In more detail, the 2-way PDA would read from left to right as many 0 symbols as it finds, pushing a 0 onto the stack for each 0 it reads on the input tape. If it reads any 0 symbols and finds a 2 symbol before finding a 1, it crashes. When it gets to a 1, it changes state, and begins reading all the 1 symbols, until it comes to a 2. If it reads a 0 symbol while doing this, it crashes. It pops a 0 symbol from the stack for each 1 it reads on the input tape. If, when it reaches the first 2, the stack is empty, the PDA moves the tape head to the end of the input tape. Otherwise, it crashes. If it encounters any 0s or 1s, it crashes.

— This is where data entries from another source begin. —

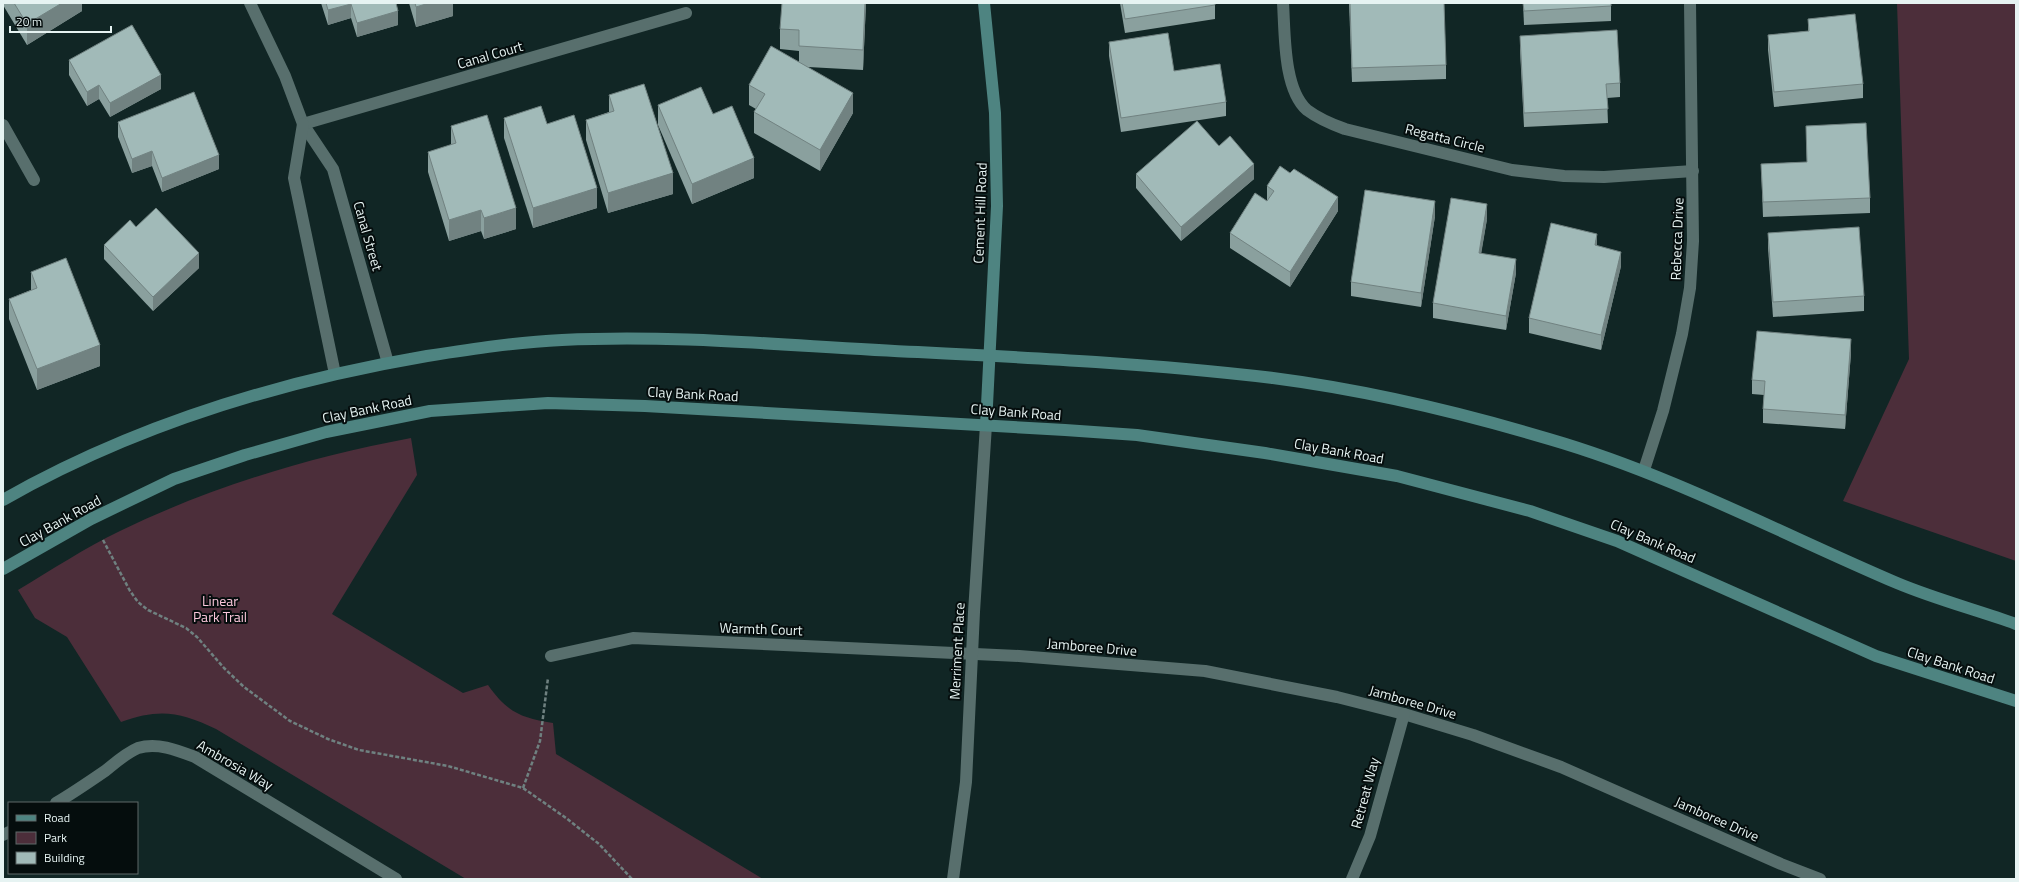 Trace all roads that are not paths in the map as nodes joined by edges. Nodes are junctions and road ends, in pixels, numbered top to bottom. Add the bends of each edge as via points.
1 (250, 3) edge
2 (984, 3) edge
3 (1283, 3) edge
4 (1690, 3) edge
5 (686, 13) dead end
6 (303, 124) junction
7 (3, 125) edge
8 (1693, 171) junction
9 (34, 180) dead end
10 (990, 355) junction
11 (388, 363) junction
12 (335, 374) junction
13 (986, 425) junction
14 (1644, 470) junction
15 (3, 500) edge
16 (3, 570) edge
17 (2016, 624) edge
18 (972, 653) junction
19 (551, 656) road end
20 (2016, 701) edge
21 (1404, 714) junction
22 (58, 802) edge
23 (396, 879) edge
24 (953, 879) edge
25 (1352, 879) edge
26 (1820, 879) edge

1 - 6 street, Canal Street via 285,76
2 - 10 street, Cement Hill Road via 996,114 997,206
3 - 8 street, Regatta Circle via 1288,68 1293,89 1306,108 1323,121 1345,129 1512,170 1564,176 1604,177
4 - 8 street, Rebecca Drive
5 - 6 street, Canal Court
6 - 11 street, Canal Street via 333,169
6 - 12 street via 294,178
7 - 9 street
8 - 14 street, Rebecca Drive via 1690,288 1667,395
10 - 11 street via 626,339 560,340 488,346
10 - 13 street, Cement Hill Road
10 - 14 street via 1171,368 1278,379 1406,401 1551,439
11 - 12 street
12 - 15 street via 208,410 143,433 77,462
13 - 16 street, Clay Bank Road via 548,403 430,411 326,432 174,479 91,519
13 - 18 street, Merriment Place
13 - 20 street, Clay Bank Road via 1137,435 1265,453 1397,476 1530,511 1617,540 1876,656
14 - 17 street via 1903,586
18 - 19 street, Warmth Court via 633,638
18 - 21 street, Jamboree Drive via 1205,671 1337,697
18 - 24 street, Merriment Place via 966,782
21 - 25 street, Retreat Way via 1370,836
21 - 26 street, Jamboree Drive via 1473,735 1561,767
22 - 23 street, Ambrosia Way via 138,748 150,746 177,750 194,757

It then reads the input tape left to right, pushing a 2 for each 2 it reads on the input tape. When it gets to a 1, it switches states and begins reading 1s and popping 2s. If, when it gets to a 0, the stack is empty, the string is accepted.

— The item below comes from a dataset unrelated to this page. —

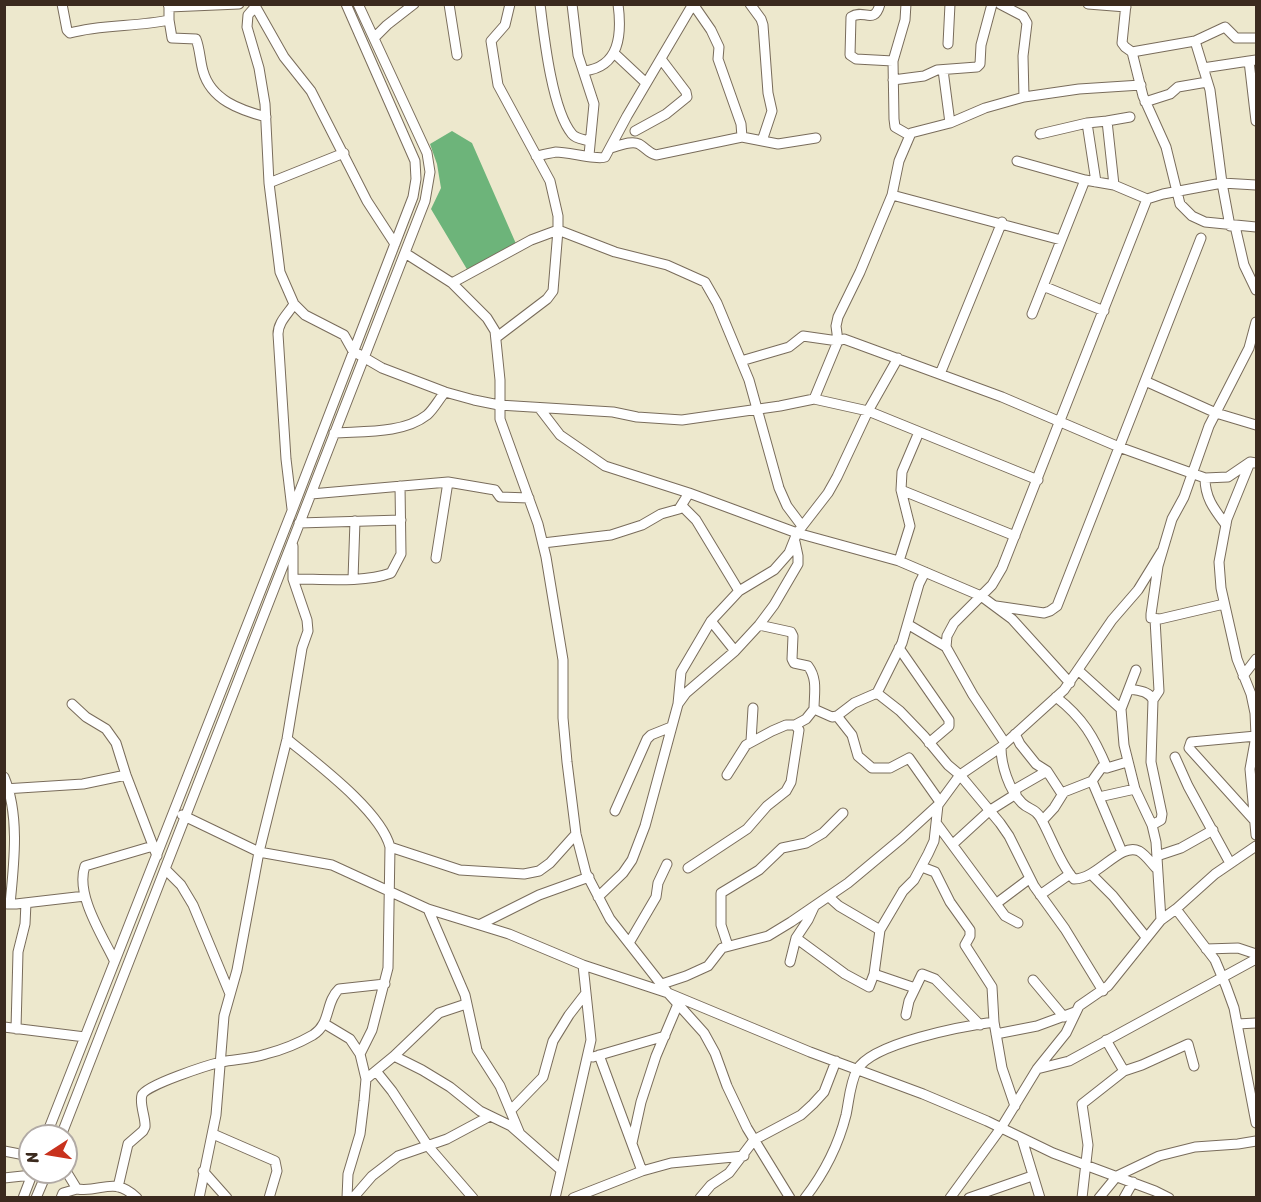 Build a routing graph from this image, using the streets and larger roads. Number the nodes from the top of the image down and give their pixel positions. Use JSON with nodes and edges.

The machine would crash if the input string weren't a string of 0s, followed by 1s, followed by 2s; and it would have crashed if the longest prefix of 0s and 1s weren't in the canonical CFL $\{0^{n}1^{n}\}$; and it would have crashed if the longest suffix of 1s and 2s weren't in the canonical CFL $\{1^{n}2^{n}\}$. In this case, the ability to rewind the tape allows you to accept languages which are the intersection of CFLs, by essentially stringing PDAs together, and rewinding the tape in between.
Therefore, the languages accepted by two-way PDAs are trivially closed under intersection, a property not shared by languages accepted by regular PDAs.